Num exercício de cruzamento dos dados históricos deste amor proibido, com as modernas teorias genéticas, o autor do artigo especula se as mesmas não poderão ter já identificado o cromossoma do amor.
Afirma, a dada altura, que se aceitarmos que existe tal cromossoma, todas as nossas células terão uma capacidade nuclear para amar.
A descoberta ciêntifica que terá sido agora distinguida com o prémio nobel da medicina, demonstrou que existe um processo associado à actividade de uma molécula, o RNA de Interferência, que é responsável pela inibição/destruição do mensageiro quando a mensagem do RNAm, ou mensageiro, não é conveniente.
Isto significa que nem todas as células estarão disponíveis para amar, ficando assim inibidas quando tal não interessa.

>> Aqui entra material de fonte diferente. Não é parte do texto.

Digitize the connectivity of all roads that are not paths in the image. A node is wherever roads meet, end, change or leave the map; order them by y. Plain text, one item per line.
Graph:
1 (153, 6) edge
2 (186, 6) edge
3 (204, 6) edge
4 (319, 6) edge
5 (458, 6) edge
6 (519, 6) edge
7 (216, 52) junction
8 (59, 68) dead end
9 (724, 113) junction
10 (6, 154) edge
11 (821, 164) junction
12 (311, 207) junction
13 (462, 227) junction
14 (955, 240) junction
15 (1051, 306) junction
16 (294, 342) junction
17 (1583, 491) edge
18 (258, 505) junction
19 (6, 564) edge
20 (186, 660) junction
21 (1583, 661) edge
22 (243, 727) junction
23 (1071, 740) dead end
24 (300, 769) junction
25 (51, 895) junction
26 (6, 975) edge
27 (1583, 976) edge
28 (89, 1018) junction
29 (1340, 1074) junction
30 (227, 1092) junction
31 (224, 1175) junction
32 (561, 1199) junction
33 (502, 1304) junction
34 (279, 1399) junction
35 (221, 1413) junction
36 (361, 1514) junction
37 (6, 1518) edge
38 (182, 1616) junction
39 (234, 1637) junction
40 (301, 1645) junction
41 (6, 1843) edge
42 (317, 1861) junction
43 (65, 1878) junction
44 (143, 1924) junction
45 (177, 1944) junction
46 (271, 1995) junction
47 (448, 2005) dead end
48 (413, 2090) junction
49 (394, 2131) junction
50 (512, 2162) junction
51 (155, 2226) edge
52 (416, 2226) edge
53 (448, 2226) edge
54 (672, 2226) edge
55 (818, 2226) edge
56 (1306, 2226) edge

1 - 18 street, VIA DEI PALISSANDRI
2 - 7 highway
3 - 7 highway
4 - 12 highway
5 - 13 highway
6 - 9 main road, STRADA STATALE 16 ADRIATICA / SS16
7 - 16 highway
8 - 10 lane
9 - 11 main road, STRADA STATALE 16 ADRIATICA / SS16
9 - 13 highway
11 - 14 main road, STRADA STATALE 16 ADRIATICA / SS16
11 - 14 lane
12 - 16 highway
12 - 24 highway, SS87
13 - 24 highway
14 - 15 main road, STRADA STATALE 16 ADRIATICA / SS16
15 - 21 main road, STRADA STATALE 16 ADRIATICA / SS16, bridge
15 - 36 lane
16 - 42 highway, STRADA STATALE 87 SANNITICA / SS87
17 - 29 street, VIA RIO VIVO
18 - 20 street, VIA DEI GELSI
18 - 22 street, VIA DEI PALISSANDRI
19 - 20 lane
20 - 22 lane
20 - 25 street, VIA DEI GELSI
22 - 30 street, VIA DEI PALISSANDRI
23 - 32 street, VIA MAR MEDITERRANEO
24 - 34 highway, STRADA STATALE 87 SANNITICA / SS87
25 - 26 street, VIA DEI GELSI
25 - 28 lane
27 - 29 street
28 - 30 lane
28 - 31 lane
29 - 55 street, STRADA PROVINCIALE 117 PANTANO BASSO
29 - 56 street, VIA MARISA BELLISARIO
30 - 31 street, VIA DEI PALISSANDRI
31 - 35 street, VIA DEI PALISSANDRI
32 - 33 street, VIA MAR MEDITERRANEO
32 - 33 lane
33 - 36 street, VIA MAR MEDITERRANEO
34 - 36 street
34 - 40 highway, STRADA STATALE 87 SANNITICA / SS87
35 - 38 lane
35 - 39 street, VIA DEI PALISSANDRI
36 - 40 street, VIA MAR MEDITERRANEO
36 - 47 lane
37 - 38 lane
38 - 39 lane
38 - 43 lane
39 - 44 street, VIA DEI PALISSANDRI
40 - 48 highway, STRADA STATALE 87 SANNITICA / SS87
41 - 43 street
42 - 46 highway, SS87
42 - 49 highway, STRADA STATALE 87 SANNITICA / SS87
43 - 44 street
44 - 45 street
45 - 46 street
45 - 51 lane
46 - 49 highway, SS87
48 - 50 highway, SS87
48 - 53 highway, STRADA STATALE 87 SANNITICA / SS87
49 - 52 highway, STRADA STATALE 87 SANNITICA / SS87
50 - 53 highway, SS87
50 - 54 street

Inês de Castro, ao amar D Pedro, rejeitou activar no seu material genético a molécula da interferência, entregando-se desta forma a todos os excessos da paixão, permitindo que o seu potencial celular amasse em uníssono.
Esta dissertação de Cunha e Silva fez-me pensar que, nos dias que correm, devemos ter todos ou quase todos, o nosso RNAi ligado ao máximo, em quadrifonia, em ondas de radar ultra-potente, pois assiste-se a uma total inexistência do amor celular e nuclear, em que a todas as nossas células fosse permitido amar e entregar-se aos voos da paixão e do amor.
Parece que já não nos permitimos viver amores em que o objecto da nossa paixão seja totalmente personalizado e único e não despersonalizado, inodoro, asséptico e banalizado como o que assistimos nos dias que correm.
Também sobre esta questão vale a pena ler algumas das obras de Francesco Alberoni, senão todas, que desde 1979 vem revolucionando esta temática com os seus livros e a sua abordagem aberta.
Estou a ler o último, ainda inédito no nosso país, e certamente voltarei a estes assuntos em breve.